2024 Zero-Click Search Study: For every 1,000 EU Google Searches, only 374 clicks go to the Open Web. In the US, it’s 360

Rand Fishkin

Utilizing massive device clickstream data from Datos, Rand Fishkin conducted an in-depth analysis of Google search behavior in 2024, focusing on comparing search patterns in the US and EU. The study reveals that in the US, only 360 out of every 1,000 Google searches result in clicks to the open web (sites unrelated to Google services), while in the EU, it’s slightly higher at 374. Notably, zero-click searches (where users don’t click any results after searching) account for 58.5% in the US and 59.7% in the EU.

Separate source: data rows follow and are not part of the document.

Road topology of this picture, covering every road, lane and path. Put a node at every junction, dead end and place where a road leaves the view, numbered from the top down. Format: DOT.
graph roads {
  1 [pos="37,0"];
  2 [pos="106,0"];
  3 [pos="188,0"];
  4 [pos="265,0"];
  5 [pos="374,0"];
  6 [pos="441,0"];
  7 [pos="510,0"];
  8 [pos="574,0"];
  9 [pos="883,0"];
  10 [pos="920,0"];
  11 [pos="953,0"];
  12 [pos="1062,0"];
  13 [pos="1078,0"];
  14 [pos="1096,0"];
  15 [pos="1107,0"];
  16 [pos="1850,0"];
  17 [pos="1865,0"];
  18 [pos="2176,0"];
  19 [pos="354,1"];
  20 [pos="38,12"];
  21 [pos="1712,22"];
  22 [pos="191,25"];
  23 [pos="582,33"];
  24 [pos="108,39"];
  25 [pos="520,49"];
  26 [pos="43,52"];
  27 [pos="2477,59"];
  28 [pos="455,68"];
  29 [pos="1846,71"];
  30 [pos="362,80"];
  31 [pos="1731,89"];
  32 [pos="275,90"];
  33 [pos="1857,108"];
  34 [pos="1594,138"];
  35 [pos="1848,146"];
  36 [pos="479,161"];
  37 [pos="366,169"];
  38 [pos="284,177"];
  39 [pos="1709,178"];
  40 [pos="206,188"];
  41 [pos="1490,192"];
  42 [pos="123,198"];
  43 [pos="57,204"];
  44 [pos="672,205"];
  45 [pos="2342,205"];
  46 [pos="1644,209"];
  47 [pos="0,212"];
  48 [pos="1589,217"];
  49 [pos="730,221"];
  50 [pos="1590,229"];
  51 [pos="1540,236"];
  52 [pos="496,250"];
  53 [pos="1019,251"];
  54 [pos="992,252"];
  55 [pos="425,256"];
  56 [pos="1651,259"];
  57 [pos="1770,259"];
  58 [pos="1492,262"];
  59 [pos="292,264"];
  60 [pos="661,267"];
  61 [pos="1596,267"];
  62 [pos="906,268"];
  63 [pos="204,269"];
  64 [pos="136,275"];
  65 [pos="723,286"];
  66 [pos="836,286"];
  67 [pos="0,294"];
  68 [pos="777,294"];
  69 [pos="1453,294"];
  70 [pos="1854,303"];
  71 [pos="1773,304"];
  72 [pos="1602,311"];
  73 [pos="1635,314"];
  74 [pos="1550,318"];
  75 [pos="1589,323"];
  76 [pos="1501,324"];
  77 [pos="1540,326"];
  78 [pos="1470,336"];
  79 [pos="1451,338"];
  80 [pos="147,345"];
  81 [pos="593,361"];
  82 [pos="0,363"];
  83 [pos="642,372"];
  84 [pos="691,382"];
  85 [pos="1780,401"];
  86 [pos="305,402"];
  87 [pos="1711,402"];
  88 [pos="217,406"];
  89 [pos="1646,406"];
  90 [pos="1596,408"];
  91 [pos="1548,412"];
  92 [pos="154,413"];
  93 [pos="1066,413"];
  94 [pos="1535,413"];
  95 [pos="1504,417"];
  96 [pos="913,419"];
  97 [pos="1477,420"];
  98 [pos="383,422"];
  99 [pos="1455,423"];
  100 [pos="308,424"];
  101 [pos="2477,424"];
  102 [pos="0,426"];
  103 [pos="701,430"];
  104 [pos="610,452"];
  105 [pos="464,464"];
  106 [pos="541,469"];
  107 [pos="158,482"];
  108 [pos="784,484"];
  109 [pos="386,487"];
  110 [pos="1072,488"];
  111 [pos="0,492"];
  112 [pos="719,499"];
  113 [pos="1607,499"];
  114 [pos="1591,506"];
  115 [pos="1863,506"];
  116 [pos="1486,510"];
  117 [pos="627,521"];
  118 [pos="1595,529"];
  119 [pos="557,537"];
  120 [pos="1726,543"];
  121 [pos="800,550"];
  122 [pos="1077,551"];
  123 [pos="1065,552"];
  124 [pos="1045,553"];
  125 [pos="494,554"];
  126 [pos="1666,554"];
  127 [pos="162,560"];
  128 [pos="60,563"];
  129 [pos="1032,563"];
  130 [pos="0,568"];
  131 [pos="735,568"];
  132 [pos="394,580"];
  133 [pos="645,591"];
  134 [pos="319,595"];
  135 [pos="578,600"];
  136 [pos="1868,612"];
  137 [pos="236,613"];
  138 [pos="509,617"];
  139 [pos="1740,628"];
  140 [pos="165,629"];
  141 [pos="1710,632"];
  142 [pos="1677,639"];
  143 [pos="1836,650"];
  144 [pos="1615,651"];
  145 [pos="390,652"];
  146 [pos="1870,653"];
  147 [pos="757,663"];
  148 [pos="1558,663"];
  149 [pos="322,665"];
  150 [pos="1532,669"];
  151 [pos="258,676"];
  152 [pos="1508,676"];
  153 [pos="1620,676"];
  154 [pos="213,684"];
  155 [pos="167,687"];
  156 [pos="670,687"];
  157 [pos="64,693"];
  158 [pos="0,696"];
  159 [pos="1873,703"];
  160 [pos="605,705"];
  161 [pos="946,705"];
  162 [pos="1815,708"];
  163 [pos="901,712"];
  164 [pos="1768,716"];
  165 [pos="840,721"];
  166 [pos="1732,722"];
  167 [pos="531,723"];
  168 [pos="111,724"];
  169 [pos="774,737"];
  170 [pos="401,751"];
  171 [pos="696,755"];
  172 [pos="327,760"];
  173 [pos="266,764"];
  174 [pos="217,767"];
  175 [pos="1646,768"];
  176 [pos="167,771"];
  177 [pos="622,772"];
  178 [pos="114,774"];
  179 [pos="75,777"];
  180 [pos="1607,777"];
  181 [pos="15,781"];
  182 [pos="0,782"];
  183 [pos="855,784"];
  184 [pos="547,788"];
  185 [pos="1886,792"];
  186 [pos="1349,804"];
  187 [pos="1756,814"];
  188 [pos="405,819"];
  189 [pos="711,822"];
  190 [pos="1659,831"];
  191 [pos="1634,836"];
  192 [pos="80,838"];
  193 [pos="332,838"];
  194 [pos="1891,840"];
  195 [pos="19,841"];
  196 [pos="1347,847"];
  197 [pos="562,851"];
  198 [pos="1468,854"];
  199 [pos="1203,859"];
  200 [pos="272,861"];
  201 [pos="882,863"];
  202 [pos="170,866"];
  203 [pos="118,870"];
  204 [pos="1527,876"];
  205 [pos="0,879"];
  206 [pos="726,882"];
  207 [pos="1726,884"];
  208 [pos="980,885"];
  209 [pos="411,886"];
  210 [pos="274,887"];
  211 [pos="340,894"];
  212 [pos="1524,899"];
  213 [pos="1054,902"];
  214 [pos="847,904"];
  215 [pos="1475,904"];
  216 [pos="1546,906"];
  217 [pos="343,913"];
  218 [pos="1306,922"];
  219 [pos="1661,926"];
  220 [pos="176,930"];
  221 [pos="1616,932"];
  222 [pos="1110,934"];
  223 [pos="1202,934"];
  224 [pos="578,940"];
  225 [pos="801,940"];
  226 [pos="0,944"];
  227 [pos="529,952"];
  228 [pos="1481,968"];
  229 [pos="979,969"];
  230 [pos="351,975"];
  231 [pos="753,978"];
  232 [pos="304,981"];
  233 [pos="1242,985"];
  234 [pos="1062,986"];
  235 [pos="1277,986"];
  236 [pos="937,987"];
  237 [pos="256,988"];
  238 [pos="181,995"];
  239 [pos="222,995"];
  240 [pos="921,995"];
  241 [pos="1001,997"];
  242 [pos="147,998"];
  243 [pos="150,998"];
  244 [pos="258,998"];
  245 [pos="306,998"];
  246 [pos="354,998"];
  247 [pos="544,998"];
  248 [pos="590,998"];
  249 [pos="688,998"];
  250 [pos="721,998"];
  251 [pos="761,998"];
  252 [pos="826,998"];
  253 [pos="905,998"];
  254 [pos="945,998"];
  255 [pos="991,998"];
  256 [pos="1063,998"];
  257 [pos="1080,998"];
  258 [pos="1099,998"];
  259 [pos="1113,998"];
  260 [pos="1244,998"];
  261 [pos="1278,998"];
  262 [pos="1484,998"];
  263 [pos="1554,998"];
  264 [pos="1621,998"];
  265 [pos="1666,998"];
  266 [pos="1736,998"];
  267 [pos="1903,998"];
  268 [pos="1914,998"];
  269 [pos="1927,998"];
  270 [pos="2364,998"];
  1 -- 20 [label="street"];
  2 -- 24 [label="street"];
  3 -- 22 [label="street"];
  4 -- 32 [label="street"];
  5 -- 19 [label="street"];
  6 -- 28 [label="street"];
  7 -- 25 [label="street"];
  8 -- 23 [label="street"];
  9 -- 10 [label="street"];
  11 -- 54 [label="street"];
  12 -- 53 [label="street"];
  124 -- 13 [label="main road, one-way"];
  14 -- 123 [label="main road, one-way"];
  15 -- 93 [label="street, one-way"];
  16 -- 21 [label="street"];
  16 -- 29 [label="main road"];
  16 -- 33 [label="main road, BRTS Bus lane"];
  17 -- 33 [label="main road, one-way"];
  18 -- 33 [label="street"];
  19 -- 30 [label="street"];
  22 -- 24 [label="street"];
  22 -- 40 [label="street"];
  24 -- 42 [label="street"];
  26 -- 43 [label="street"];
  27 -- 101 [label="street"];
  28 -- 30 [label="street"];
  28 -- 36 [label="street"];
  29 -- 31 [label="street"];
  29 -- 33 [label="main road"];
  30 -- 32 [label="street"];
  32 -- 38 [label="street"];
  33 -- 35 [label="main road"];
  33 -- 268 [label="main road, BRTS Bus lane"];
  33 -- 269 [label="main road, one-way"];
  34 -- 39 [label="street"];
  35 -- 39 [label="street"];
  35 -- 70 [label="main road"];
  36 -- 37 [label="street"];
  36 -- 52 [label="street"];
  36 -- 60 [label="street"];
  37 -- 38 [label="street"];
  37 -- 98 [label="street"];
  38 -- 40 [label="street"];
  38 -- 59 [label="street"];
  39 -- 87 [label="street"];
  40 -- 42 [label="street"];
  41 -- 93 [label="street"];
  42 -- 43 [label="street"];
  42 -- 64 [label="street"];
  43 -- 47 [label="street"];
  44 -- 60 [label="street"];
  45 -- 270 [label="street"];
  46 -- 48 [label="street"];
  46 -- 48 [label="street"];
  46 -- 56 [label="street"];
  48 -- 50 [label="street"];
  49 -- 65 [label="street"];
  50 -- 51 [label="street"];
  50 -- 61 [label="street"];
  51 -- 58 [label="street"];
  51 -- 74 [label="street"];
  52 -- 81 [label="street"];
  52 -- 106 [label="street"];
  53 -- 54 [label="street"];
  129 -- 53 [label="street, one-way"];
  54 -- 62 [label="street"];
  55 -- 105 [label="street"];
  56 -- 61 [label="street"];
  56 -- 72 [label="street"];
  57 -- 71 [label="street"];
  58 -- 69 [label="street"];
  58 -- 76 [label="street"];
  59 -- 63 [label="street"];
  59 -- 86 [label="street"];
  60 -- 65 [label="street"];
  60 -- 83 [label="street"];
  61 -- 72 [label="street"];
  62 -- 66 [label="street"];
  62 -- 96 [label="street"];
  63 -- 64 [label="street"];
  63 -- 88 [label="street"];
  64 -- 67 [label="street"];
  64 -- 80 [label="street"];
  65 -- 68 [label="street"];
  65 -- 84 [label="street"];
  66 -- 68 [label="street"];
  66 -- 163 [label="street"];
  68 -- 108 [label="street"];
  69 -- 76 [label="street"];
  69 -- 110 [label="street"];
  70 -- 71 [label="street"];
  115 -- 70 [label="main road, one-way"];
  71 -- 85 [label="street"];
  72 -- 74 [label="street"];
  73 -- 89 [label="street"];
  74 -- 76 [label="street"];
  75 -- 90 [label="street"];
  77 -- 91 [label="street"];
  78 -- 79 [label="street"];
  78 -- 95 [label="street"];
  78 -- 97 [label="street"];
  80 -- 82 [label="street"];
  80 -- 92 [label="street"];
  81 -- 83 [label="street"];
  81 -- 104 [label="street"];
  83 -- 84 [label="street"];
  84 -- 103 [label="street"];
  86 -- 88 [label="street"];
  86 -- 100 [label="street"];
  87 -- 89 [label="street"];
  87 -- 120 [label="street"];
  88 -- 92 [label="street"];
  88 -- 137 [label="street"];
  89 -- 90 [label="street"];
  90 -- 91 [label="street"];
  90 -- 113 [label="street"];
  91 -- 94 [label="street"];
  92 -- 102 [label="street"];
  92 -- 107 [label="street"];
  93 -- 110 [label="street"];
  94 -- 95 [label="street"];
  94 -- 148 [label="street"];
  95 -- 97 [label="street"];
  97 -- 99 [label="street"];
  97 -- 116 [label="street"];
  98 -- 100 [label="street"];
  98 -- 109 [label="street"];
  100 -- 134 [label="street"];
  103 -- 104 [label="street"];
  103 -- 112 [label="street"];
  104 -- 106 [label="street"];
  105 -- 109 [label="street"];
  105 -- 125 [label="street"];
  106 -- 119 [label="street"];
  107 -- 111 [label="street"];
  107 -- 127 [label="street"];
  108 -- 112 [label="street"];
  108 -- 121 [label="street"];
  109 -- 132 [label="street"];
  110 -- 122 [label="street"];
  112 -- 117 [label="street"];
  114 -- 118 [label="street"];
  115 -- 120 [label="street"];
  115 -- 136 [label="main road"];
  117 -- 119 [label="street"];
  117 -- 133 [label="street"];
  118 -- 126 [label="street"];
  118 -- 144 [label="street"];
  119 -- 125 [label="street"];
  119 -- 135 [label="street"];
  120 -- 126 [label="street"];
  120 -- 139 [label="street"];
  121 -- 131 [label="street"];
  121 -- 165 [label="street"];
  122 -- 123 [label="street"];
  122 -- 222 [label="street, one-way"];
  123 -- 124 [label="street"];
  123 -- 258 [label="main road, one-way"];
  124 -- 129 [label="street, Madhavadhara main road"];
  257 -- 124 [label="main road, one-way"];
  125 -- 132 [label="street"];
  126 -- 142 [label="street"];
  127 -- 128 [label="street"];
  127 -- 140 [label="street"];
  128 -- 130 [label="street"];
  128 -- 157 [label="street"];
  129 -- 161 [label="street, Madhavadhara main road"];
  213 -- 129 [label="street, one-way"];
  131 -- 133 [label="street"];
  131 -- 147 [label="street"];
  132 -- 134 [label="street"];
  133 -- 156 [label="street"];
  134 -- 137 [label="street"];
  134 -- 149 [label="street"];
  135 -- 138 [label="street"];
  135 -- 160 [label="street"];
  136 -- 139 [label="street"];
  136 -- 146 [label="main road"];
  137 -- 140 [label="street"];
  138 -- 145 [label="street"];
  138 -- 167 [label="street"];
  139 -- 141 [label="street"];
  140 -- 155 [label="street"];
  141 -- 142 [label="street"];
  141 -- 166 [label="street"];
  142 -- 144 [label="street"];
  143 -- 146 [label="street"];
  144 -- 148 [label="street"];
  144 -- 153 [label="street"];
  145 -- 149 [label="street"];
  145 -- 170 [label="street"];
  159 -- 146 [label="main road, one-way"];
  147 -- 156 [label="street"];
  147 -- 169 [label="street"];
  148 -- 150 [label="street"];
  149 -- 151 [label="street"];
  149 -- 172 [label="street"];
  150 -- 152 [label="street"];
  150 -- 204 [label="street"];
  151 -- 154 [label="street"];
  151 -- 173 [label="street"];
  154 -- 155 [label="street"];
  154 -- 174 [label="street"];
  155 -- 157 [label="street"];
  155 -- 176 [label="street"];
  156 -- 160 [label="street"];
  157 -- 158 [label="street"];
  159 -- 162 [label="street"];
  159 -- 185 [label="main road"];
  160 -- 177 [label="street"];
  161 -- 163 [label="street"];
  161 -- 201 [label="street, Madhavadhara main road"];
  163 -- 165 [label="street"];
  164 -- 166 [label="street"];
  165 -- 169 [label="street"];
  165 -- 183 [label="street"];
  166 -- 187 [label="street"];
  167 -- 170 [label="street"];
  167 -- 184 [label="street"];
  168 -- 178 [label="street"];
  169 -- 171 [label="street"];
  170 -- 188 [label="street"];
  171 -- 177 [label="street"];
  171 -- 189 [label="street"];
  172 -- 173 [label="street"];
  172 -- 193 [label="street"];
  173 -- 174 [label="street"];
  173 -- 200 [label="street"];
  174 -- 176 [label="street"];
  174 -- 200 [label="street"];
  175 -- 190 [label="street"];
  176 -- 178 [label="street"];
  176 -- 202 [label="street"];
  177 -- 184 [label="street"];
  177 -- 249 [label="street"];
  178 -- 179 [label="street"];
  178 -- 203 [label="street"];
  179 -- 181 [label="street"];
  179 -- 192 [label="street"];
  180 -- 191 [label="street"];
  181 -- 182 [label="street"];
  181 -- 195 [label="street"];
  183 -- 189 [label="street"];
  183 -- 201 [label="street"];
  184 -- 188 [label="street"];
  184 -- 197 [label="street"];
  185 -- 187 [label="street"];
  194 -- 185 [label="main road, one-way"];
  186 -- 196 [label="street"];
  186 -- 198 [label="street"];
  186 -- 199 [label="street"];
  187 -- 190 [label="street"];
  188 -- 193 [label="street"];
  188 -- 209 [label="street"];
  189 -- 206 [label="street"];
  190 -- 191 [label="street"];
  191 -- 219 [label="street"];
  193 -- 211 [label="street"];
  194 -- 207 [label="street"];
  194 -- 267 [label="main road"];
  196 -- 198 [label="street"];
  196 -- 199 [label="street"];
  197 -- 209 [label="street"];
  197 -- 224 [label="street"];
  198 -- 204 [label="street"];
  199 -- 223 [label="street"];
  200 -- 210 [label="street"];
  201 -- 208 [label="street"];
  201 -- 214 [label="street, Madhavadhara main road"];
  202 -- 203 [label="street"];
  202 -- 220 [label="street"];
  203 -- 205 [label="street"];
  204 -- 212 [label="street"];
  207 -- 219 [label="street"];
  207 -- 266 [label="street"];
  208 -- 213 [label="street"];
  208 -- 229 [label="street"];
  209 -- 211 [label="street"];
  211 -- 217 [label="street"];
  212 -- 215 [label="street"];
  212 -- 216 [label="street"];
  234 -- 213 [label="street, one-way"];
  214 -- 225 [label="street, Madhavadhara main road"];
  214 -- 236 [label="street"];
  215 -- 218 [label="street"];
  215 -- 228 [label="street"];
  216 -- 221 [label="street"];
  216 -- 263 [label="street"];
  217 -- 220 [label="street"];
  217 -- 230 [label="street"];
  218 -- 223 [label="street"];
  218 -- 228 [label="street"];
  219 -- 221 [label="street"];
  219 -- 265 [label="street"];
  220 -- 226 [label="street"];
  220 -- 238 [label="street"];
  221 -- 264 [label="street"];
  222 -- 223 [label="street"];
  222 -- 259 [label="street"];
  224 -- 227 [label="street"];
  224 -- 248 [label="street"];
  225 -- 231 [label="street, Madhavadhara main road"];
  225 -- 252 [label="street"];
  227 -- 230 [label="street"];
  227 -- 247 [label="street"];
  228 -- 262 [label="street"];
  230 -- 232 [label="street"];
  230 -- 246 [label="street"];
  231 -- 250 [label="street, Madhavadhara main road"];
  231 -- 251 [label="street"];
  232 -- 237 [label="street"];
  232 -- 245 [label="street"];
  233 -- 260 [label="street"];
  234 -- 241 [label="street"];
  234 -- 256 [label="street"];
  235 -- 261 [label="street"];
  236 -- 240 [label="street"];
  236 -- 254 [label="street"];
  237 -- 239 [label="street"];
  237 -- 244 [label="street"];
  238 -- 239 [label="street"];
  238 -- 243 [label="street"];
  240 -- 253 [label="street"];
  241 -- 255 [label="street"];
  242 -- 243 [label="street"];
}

The data further indicates that Google’s own services attract a large amount of traffic, especially prominent in the US. Despite search frequency per user reaching new highs, the proportion of clicks directed to the open web shows a declining trend. Overall, Google maintains a firm grip on the search market. Although EU regulatory measures have to some extent limited Google’s self-preferencing behavior, their impact remains limited.